Insert image: The experiment setup form showing two variants (Control and Challenger) with their linked funnels, traffic weight sliders set to 50/50, and the Control toggle
Start the experiment
Click Start. The experiment status moves from DRAFT to RUNNING and traffic begins splitting immediately.
You cannot add or remove variants while an experiment is RUNNING. Pause
the experiment first if you need to adjust variants.
Traffic Allocation
First-time visitors
When a visitor has no existing session (no cookie), they are assigned a variant via weighted random selection based on the current weights. The session is created on their first event, and the experiment assignment is recorded.
Returning visitors
When a visitor returns with an existing session, assignment is deterministic — the same visitor always sees the same variant.
Sticky assignment
Assignment is sticky. If you change weights mid-experiment, returning visitors keep the variant they were originally assigned. Only new visitors are affected by the updated weights. This prevents statistical contamination from visitors switching variants partway through their journey.
Reading Results
The experiment analytics dashboard shows per-variant metrics with 95% confidence intervals.
Metrics table
| Metric | Description |
|---|---|
| Sessions | Total sessions assigned to the variant. |
| Conversions | Unique paying customers from sessions in the variant. |
| Revenue | Total revenue from the variant’s sessions. |
| ARPU | Average revenue per user (revenue / sessions). Shown with a 95% CI. |
| ARRPU | Average revenue per paying user (revenue / conversions). Shown with a 95% CI. |
| Purchase CR | Purchase conversion rate (conversions / sessions). Shown with a 95% CI. |
| Paywall CR | Percentage of sessions that reached a paywall page (paywall views / sessions). Shown with a 95% CI. |
Confidence intervals
All rate and average metrics display 95% confidence intervals. When confidence intervals for two variants do not overlap, the difference is statistically significant.

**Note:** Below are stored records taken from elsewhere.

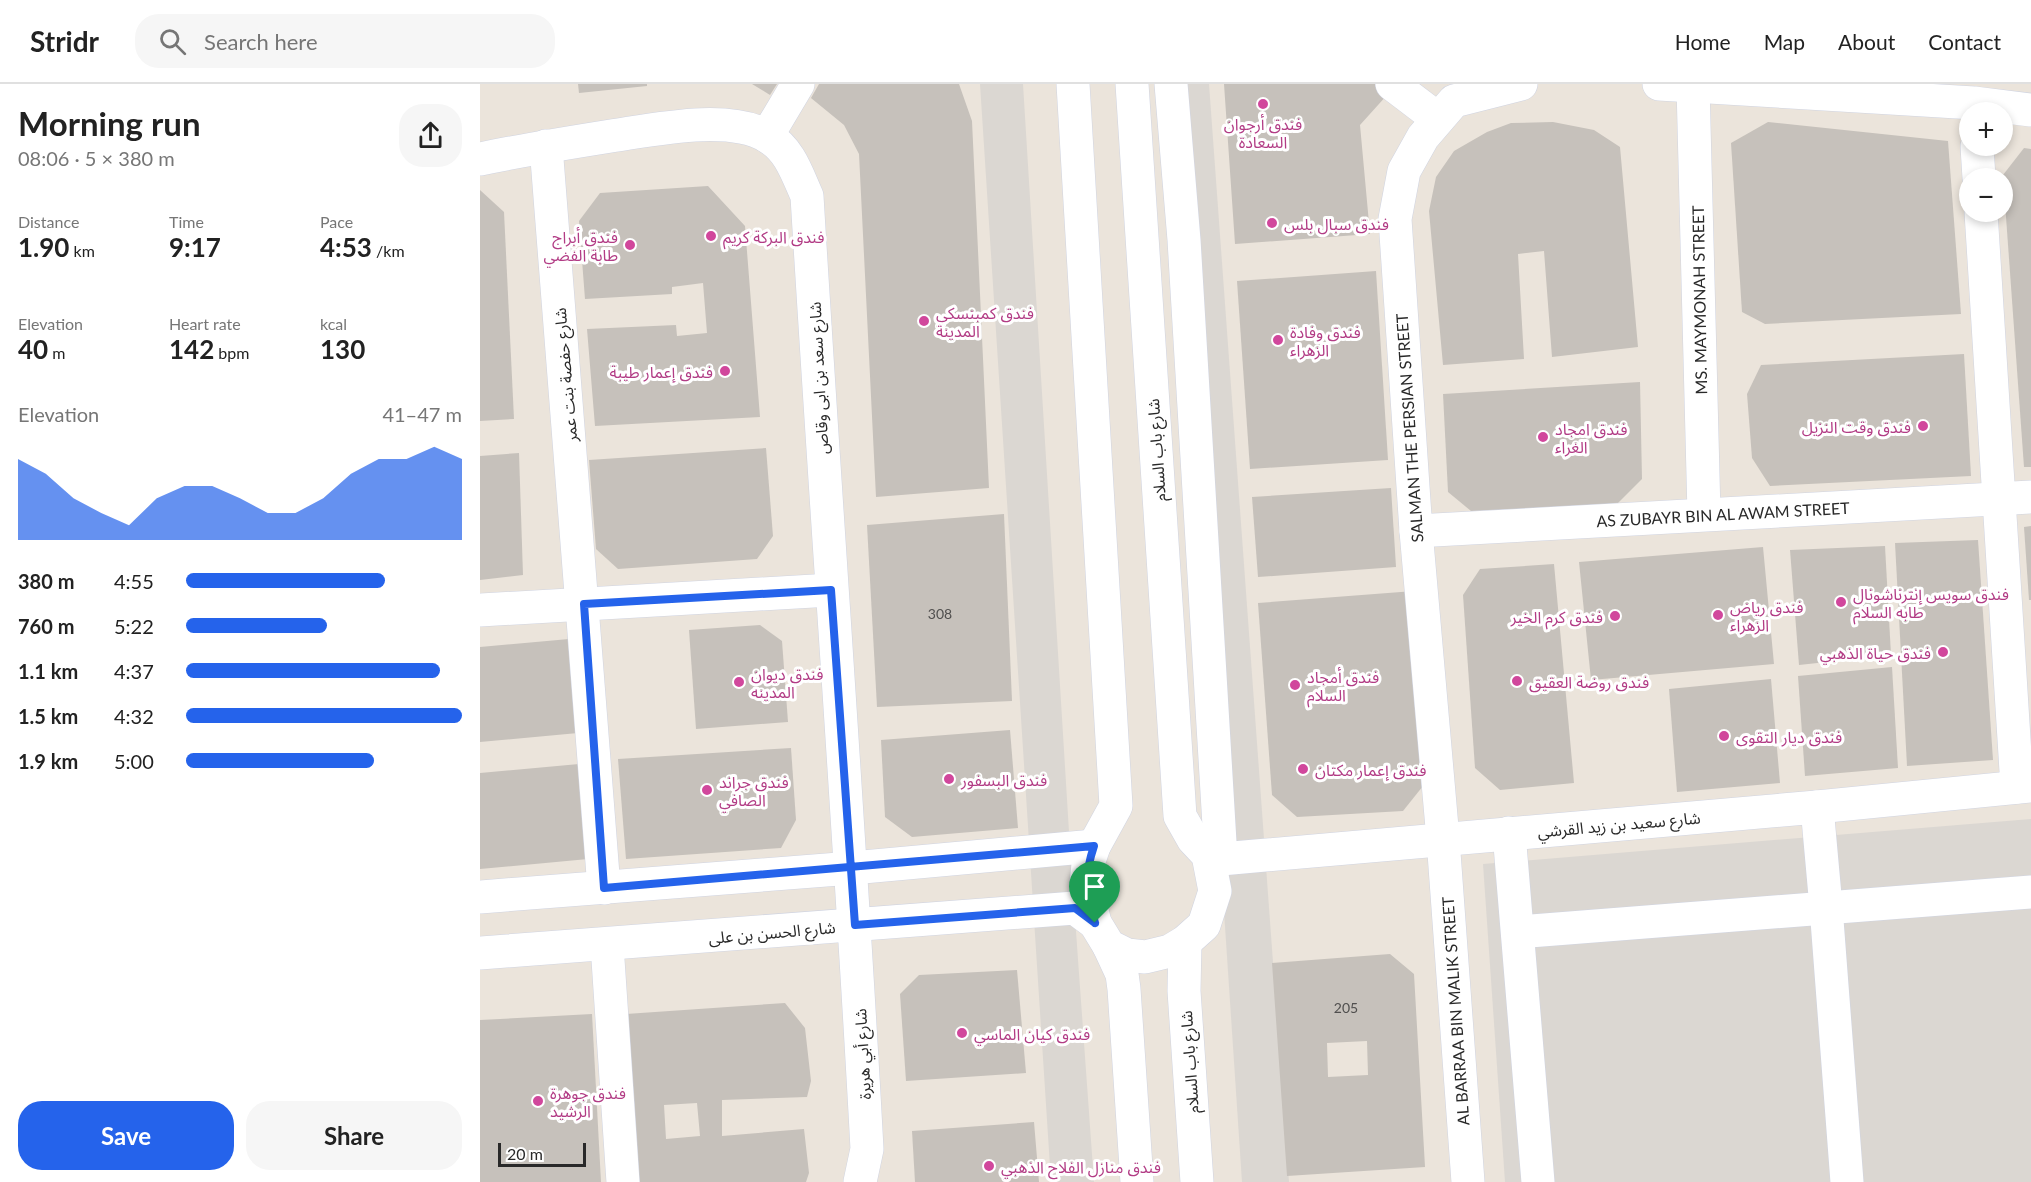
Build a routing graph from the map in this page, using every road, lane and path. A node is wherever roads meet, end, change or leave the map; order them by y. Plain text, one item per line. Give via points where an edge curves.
1 (798, 84) edge
2 (1073, 84) edge
3 (1132, 84) edge
4 (1171, 84) edge
5 (1392, 84) edge
6 (1521, 84) edge
7 (1659, 84) edge
8 (1693, 86) junction
9 (1959, 107) edge
10 (2013, 109) edge
11 (2031, 110) edge
12 (1438, 119) junction
13 (767, 136) junction
14 (546, 146) junction
15 (480, 159) edge
16 (1982, 222) edge
17 (2015, 498) edge
18 (1704, 514) junction
19 (1416, 531) junction
20 (831, 590) junction
21 (584, 604) junction
22 (480, 610) edge
23 (2024, 786) edge
24 (1816, 807) junction
25 (1509, 833) junction
26 (1443, 839) junction
27 (1094, 846) junction
28 (1215, 857) junction
29 (852, 868) junction
30 (604, 888) junction
31 (2031, 892) edge
32 (480, 897) edge
33 (1826, 907) junction
34 (855, 925) junction
35 (1518, 932) junction
36 (1102, 934) junction
37 (1185, 942) junction
38 (607, 945) junction
39 (480, 953) edge
40 (623, 1182) edge
41 (860, 1182) edge
42 (1137, 1182) edge
43 (1197, 1182) edge
44 (1468, 1182) edge
45 (1538, 1182) edge
46 (1847, 1182) edge

1 - 13 street
2 - 27 street via 1116,806
3 - 28 street, شارع باب السلام via 1180,816 1193,839
4 - 28 street via 1184,240
5 - 12 street
6 - 12 street, SALMAN THE PERSIAN STREET via 1454,101
7 - 8 street
8 - 9 street
8 - 18 street, MS. MAYMONAH STREET
10 - 11 street
12 - 19 street, SALMAN THE PERSIAN STREET via 1404,171 1395,219
13 - 14 street, شارع سعد بن ابى وقاص via 736,126 686,125
13 - 20 street, شارع سعد بن ابى وقاص via 790,158 807,196
14 - 15 street, شارع سعد بن ابى وقاص
14 - 21 street, شارع حفصة بنت عمر
16 - 17 street
17 - 18 street, AS ZUBAYR BIN AL AWAM STREET
17 - 23 street
18 - 19 street, AS ZUBAYR BIN AL AWAM STREET
19 - 26 street, SALMAN THE PERSIAN STREET
20 - 21 street
20 - 29 street, شارع سعد بن ابى وقاص
21 - 22 street
21 - 30 street, شارع حفصة بنت عمر
23 - 24 street, شارع سعيد بن زيد القرشي
24 - 25 street, شارع سعيد بن زيد القرشي
24 - 33 street
25 - 26 street, شارع سعيد بن زيد القرشي
25 - 35 street
26 - 28 street, شارع سعيد بن زيد القرشي
26 - 44 street, AL BARRAA BIN MALIK STREET
27 - 29 street
27 - 36 street via 1086,886
28 - 37 street via 1215,891 1204,925
29 - 30 street
29 - 34 street, شارع سعد بن ابى وقاص
30 - 32 street
31 - 33 street
33 - 35 street
33 - 46 street
34 - 36 street, شارع الحسن بن على via 1075,908
34 - 38 street, شارع الحسن بن على
34 - 41 street, شارع أبي هريرة via 867,1149
35 - 45 street
36 - 37 street, شارع الحسن بن على via 1127,955 1145,957 1170,951
36 - 42 street via 1122,974
37 - 43 street, شارع باب السلام via 1184,991
38 - 39 street, شارع الحسن بن على
38 - 40 street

Confidence intervals require a minimum sample size to be meaningful. With fewer than 5 sessions, intervals are not computed. Let the experiment run until you have enough data before drawing conclusions.
Time series
Daily charts show sessions, conversions, and revenue per variant over the experiment’s duration. Use these to spot trends, check for day-of-week effects, and confirm that results are stable over time rather than driven by a single day’s spike.
Insert image: The experiment results dashboard showing daily time series charts for sessions, conversions, and revenue per variant, with the metrics table above showing ARPU, Purchase CR, and confidence intervals
Pausing an Experiment
You can pause a running experiment at any time. While paused:
- New visitors see the campaign’s default funnel (no experiment assignment).
- Existing assigned visitors who return will still see their assigned variant.
- You can add or remove variants and adjust weights.
Resume by clicking Start again.
Completing an Experiment
When you have statistically significant results, declare a winner:
- Select the winning variant.
- Confirm the action.
What happens:
- The winning variant’s funnel becomes the only funnel linked to the campaign.
- All other variant funnels are unlinked from the campaign. They are not deleted — they remain in your project and can be reused or linked to other campaigns.
- The experiment status moves to
COMPLETEDwith a timestamp. - All historical experiment data (sessions, metrics, variant assignments) is preserved for future reference.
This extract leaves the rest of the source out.